21. Terziolu & Partnersによる支援
Terziolu & Partnersは、Türkiye、ロンドン、北キプロス、およびより広範な国際的ストラクチャーが関係する企業取引、クロスボーダー法務調整、ならびにクロージング後の紛争リスクについて、事業会社、投資家、創業者、同族会社、および海外のクライアントに助言を提供している。当事務所の業務には、買主側および売主側の取引戦略、法務デューデリジェンスのレビュー、株式譲渡契約のドラフティングおよび交渉、表明保証および補償のストラクチャリング、開示書簡のレビューおよび交渉、データルームおよび質疑応答に関するリスク管理、クロージングの条件および提出書類の計画、エスクロー・ホールドバック・アーンアウトの仕組み、W&I保険の調整、Türkiye関連の会社法務・商事上のリスクレビュー、クロージング後の表明保証および補償の請求、必要に応じたクロスボーダーの弁護士間調整、そして紛争解決および強制執行の戦略が含まれうる。
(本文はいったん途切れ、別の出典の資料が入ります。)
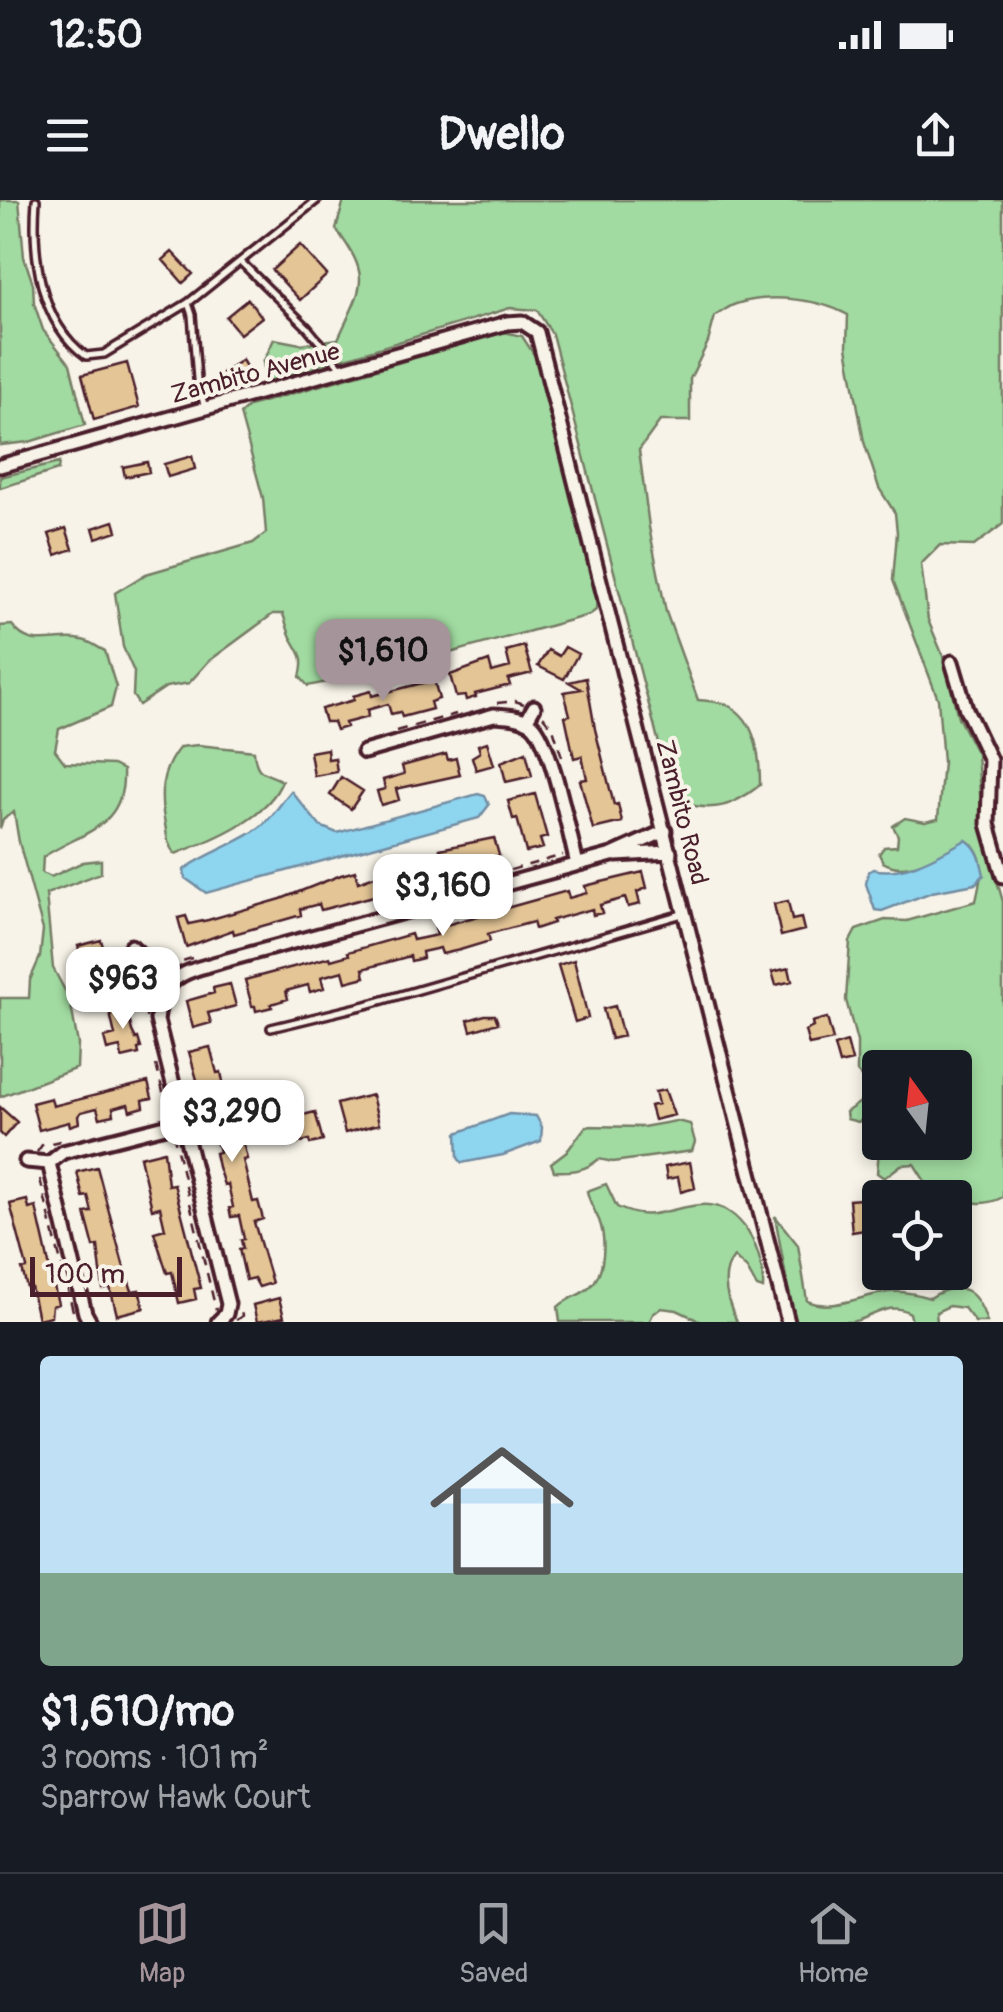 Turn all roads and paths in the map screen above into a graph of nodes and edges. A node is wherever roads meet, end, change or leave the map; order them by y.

その目的は、SPAを長くすることではない。リスクを可視化し、価格に反映させ、そして実現可能なものとすることである。M&Aにおいて、取引は当事者が価格に合意した時点で終わるのではない。それは、リスクが賢明に配分された時点で終わる。そして、リスク配分についての早期の一度の対話が、その後に続くすべての形を変えることは少なくない。
主要な公的・学術的参考文献
- American Bar Association(米国法曹協会)、Private Target Mergers and Acquisitions Deal Points Studies。
- International Chamber of Commerce(国際商業会議所、ICC)、ICC Model Mergers and Acquisitions Contract: Share Purchase。
- Review of Accounting Studies、M&Aにおける表明保証保険に関する研究。
- 2006年会社法(Companies Act 2006、英国)。
- トルコ商法(Turkish Commercial Code)第6102号。
- Terziolu & Partners「クロスボーダー取引における法務デューデリジェンス」。
- Terziolu & Partners「会社法務・商事」および「クロスボーダー法務調整」に関する各種資料。
本稿は一般的な情報提供のみを目的として提供されるものであり、法的助言を構成するものではない。表明保証および補償の請求、開示書簡、責任制限条項、エスクローの取決め、W&I保険、ならびにクロスボーダーの強制執行に関する問題は、事実に大きく左右され、取引のストラクチャー、法域、当事者、文書、時期、および商業上の目的によって異なる。本刊行物のみに基づいて、何らかの行動をとり、または差し控えるべきではない。署名、開示、投資、株式もしくは資産の取得、またはクロージング後の請求の提起もしくは応訴に先立って、個別の法務・税務・規制上の助言を得るべきである。トルコ法、英国法、北キプロス法、またはその他の法域の法が関係する場合には、適切な資格を有する弁護士による助言が必要となることがある。Terziolu & Partnersへの照会の送付は、正式に書面で受任が承諾されない限り、弁護士・依頼者関係を生じさせるものではない。